Зуев медленно и задумчиво побрел из райотдела милиции.
А в этот же вечер к засидевшемуся допоздна в райкоме Швыдченке ворвался дядя Кобас.
— Нет, что ни говори, — возмущенно заговорил он, — что-то тут не так, товарищ секретарь. Навязал ты мне этого комиссара напрасно. Заучился, видать, наш Петро Карпович.
Швыдченко, оторвавшийся от своих бумаг и мыслей, смотрел на Кобаса, моргая глазами, никак не улавливая смысла и не понимая тона шумливого дяди Коти.
— Опять спор? С кем?
— Да с Зуевым… Сам же прикрепил его ко мне комиссаром, так?
— Как будто так. Но ведь ты и просил сам.
— Да откуда ж я мог знать? Думаю, парень вроде наш, пролетарский, подучусь малость.
— Ну и как идет учеба? — оживившись, спросил Швыдченко.
— Да об ней же и речь, слушай сюда. Ведь совсем заучился парень, не рабочую линию гнет.
— Как это? Он же тебя по теории маленько подковать взялся.
— Этот подкует, — ответил вдруг хохотом дядя Кобас — Такое мне вывез, что я уже было к Шумейке направился. А потом думаю: сначала согласую с райкомом…
Швыдченко насторожился, но молчал, ожидая, что скажет дядя Котя дальше.

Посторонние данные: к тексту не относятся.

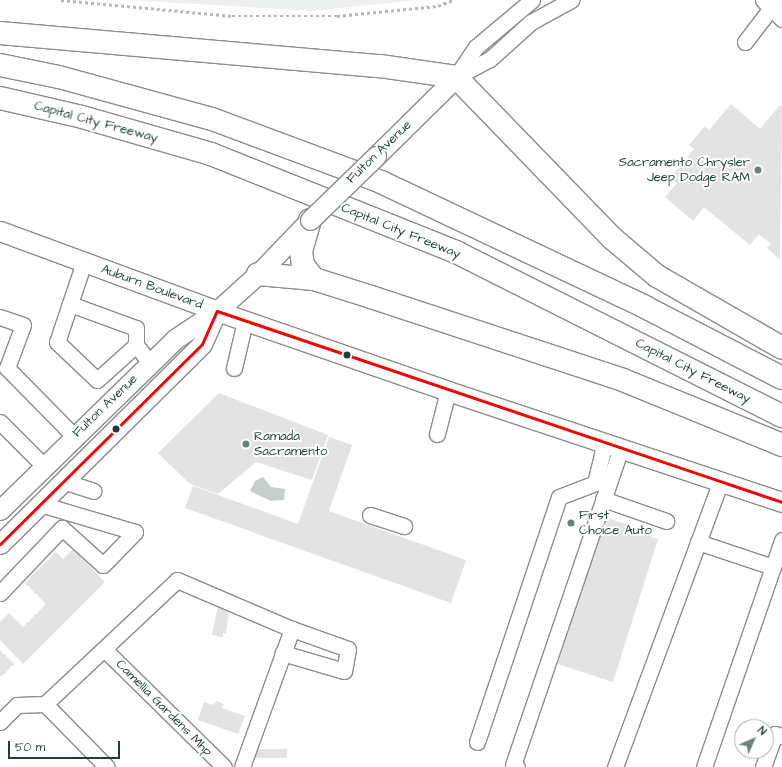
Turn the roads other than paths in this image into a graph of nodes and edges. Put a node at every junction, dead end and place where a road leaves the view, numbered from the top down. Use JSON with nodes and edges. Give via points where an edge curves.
{"nodes":[{"id":1,"x":532,"y":0,"type":"edge"},
{"id":2,"x":571,"y":0,"type":"edge"},
{"id":3,"x":774,"y":7,"type":"edge"},
{"id":4,"x":0,"y":33,"type":"edge"},
{"id":5,"x":745,"y":42,"type":"dead end"},
{"id":6,"x":0,"y":65,"type":"edge"},
{"id":7,"x":456,"y":77,"type":"junction"},
{"id":8,"x":0,"y":98,"type":"edge"},
{"id":9,"x":310,"y":220,"type":"junction"},
{"id":10,"x":0,"y":231,"type":"edge"},
{"id":11,"x":84,"y":262,"type":"junction"},
{"id":12,"x":258,"y":274,"type":"junction"},
{"id":13,"x":314,"y":278,"type":"junction"},
{"id":14,"x":70,"y":304,"type":"junction"},
{"id":15,"x":217,"y":311,"type":"junction"},
{"id":16,"x":0,"y":317,"type":"edge"},
{"id":17,"x":245,"y":321,"type":"junction"},
{"id":18,"x":136,"y":345,"type":"junction"},
{"id":19,"x":782,"y":348,"type":"edge"},
{"id":20,"x":150,"y":362,"type":"junction"},
{"id":21,"x":234,"y":368,"type":"dead end"},
{"id":22,"x":782,"y":378,"type":"edge"},
{"id":23,"x":448,"y":391,"type":"junction"},
{"id":24,"x":782,"y":416,"type":"edge"},
{"id":25,"x":0,"y":422,"type":"edge"},
{"id":26,"x":437,"y":434,"type":"dead end"},
{"id":27,"x":74,"y":436,"type":"junction"},
{"id":28,"x":613,"y":444,"type":"junction"},
{"id":29,"x":782,"y":446,"type":"edge"},
{"id":30,"x":44,"y":466,"type":"junction"},
{"id":31,"x":63,"y":481,"type":"junction"},
{"id":32,"x":721,"y":481,"type":"junction"},
{"id":33,"x":93,"y":491,"type":"dead end"},
{"id":34,"x":603,"y":499,"type":"junction"},
{"id":35,"x":4,"y":501,"type":"edge"},
{"id":36,"x":782,"y":502,"type":"edge"},
{"id":37,"x":40,"y":504,"type":"junction"},
{"id":38,"x":370,"y":515,"type":"dead end"},
{"id":39,"x":666,"y":521,"type":"dead end"},
{"id":40,"x":404,"y":526,"type":"dead end"},
{"id":41,"x":782,"y":540,"type":"edge"},
{"id":42,"x":698,"y":542,"type":"junction"},
{"id":43,"x":0,"y":544,"type":"edge"},
{"id":44,"x":773,"y":567,"type":"junction"},
{"id":45,"x":2,"y":586,"type":"edge"},
{"id":46,"x":292,"y":629,"type":"junction"},
{"id":47,"x":104,"y":649,"type":"junction"},
{"id":48,"x":283,"y":653,"type":"junction"},
{"id":49,"x":45,"y":704,"type":"junction"},
{"id":50,"x":3,"y":712,"type":"edge"},
{"id":51,"x":782,"y":736,"type":"edge"},
{"id":52,"x":477,"y":742,"type":"dead end"},
{"id":53,"x":107,"y":767,"type":"edge"},
{"id":54,"x":224,"y":767,"type":"edge"},
{"id":55,"x":242,"y":767,"type":"edge"},
{"id":56,"x":517,"y":767,"type":"edge"},
{"id":57,"x":615,"y":767,"type":"edge"},
{"id":58,"x":704,"y":767,"type":"edge"},
{"id":59,"x":763,"y":767,"type":"edge"}],
"edges":[{"from":1,"to":7,"type":"street","name":"Fulton Avenue","via":[[476,47]]},
{"from":2,"to":7,"type":"street","name":"Fulton Avenue","via":[[532,22],[490,59]]},
{"from":3,"to":5,"type":"street"},
{"from":4,"to":7,"type":"highway","via":[[380,66]]},
{"from":6,"to":22,"type":"highway","via":[[59,77],[212,119],[381,182],[645,307]]},
{"from":7,"to":9,"type":"main road","name":"Fulton Avenue","bridge":true},
{"from":7,"to":19,"type":"highway","via":[[612,238],[657,276]]},
{"from":8,"to":24,"type":"highway","name":"Capital City Freeway","via":[[82,117],[211,154],[451,250]]},
{"from":9,"to":12,"type":"main road","name":"Fulton Avenue"},
{"from":9,"to":13,"type":"highway","via":[[301,252],[303,265]]},
{"from":10,"to":11,"type":"main road","name":"Auburn Boulevard"},
{"from":11,"to":14,"type":"street"},
{"from":11,"to":15,"type":"main road","name":"Auburn Boulevard"},
{"from":12,"to":13,"type":"highway"},
{"from":12,"to":15,"type":"main road","name":"Fulton Avenue"},
{"from":13,"to":29,"type":"highway","via":[[623,380]]},
{"from":14,"to":18,"type":"street","via":[[136,328]]},
{"from":14,"to":18,"type":"street","via":[[57,342],[97,380]]},
{"from":15,"to":17,"type":"main road","name":"Auburn Boulevard"},
{"from":15,"to":20,"type":"main road","name":"Fulton Avenue","via":[[175,339]]},
{"from":15,"to":31,"type":"main road","name":"Fulton Avenue","via":[[202,344]]},
{"from":16,"to":27,"type":"street","via":[[23,324],[7,368]]},
{"from":17,"to":21,"type":"street"},
{"from":17,"to":23,"type":"main road","name":"Auburn Boulevard"},
{"from":18,"to":20,"type":"street"},
{"from":20,"to":27,"type":"main road","name":"Fulton Avenue"},
{"from":23,"to":26,"type":"street"},
{"from":23,"to":28,"type":"main road","name":"Auburn Boulevard"},
{"from":25,"to":30,"type":"street"},
{"from":27,"to":30,"type":"main road","name":"Fulton Avenue"},
{"from":28,"to":32,"type":"main road","name":"Auburn Boulevard"},
{"from":28,"to":34,"type":"street"},
{"from":28,"to":52,"type":"street","via":[[595,483],[559,497]]},
{"from":30,"to":35,"type":"main road","name":"Fulton Avenue"},
{"from":31,"to":33,"type":"street"},
{"from":31,"to":37,"type":"main road","name":"Fulton Avenue"},
{"from":32,"to":36,"type":"main road","name":"Auburn Boulevard"},
{"from":32,"to":42,"type":"street"},
{"from":34,"to":39,"type":"street"},
{"from":34,"to":56,"type":"street","via":[[513,765]]},
{"from":37,"to":43,"type":"main road","name":"Fulton Avenue"},
{"from":37,"to":45,"type":"street","via":[[135,532],[103,565],[62,528]]},
{"from":38,"to":40,"type":"street"},
{"from":41,"to":44,"type":"street"},
{"from":42,"to":44,"type":"street"},
{"from":42,"to":57,"type":"street"},
{"from":44,"to":58,"type":"street"},
{"from":46,"to":47,"type":"street","name":"Camellia Gardens Mhp","via":[[177,580]]},
{"from":46,"to":48,"type":"street"},
{"from":46,"to":48,"type":"street","name":"Camellia Gardens Mhp","via":[[348,649],[344,670]]},
{"from":47,"to":49,"type":"street","name":"Camellia Gardens Mhp"},
{"from":47,"to":54,"type":"street","name":"Camellia Gardens Mhp"},
{"from":48,"to":55,"type":"street"},
{"from":49,"to":50,"type":"street","via":[[17,705]]},
{"from":49,"to":53,"type":"street"},
{"from":51,"to":59,"type":"street","via":[[775,734]]}]}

— …Стали мы диктатуру пролетариата проходить… Ну, это дело мне и на практике хорошо известно… Послушал я его маленько и говорю: давай дальше, следующий вопрос — насчет государства и революции и тому подобное… А он все тут толчется вокруг да около, а я ему говорю: давай дальше, потому как это дело нам кровное и хорошо известное, можно сказать, с пеленок. Вот тут-то он и вывез.
Швыдченко встал из-за стола и подсел к дяде Коте.
— Что же он такое вывез, твой прикрепленный политрук?
— Дак понимаешь, диктатура пролетариата — это дело временное… Нет, чуешь? Временное! У меня аж голос сел. Это как же? — спрашиваю. А вот так, говорит: будет такое время, когда пролетариат от своей диктатуры собственноручно откажется…
— Так и сказал? — блеснув озорно глазами, спросил Швыдченко.
— Ага, — небрежно, тоном прокурора, которому совершенно ясен состав преступления, подтвердил дядя Котя. — Ну, стукнул я кулаком об стол по этим самым его тетрадкам с тезисами. «Да ты в своем ли уме?» — говорю. А он цедит сквозь зубы: неизбежно… закономерно… и всякие другие ученые слова. Ну тут я уж не стерпел. Тут уж я ему раздоказал! — и дядя Котя самодовольно потер руки, хитро поглядывая на Швыдченку.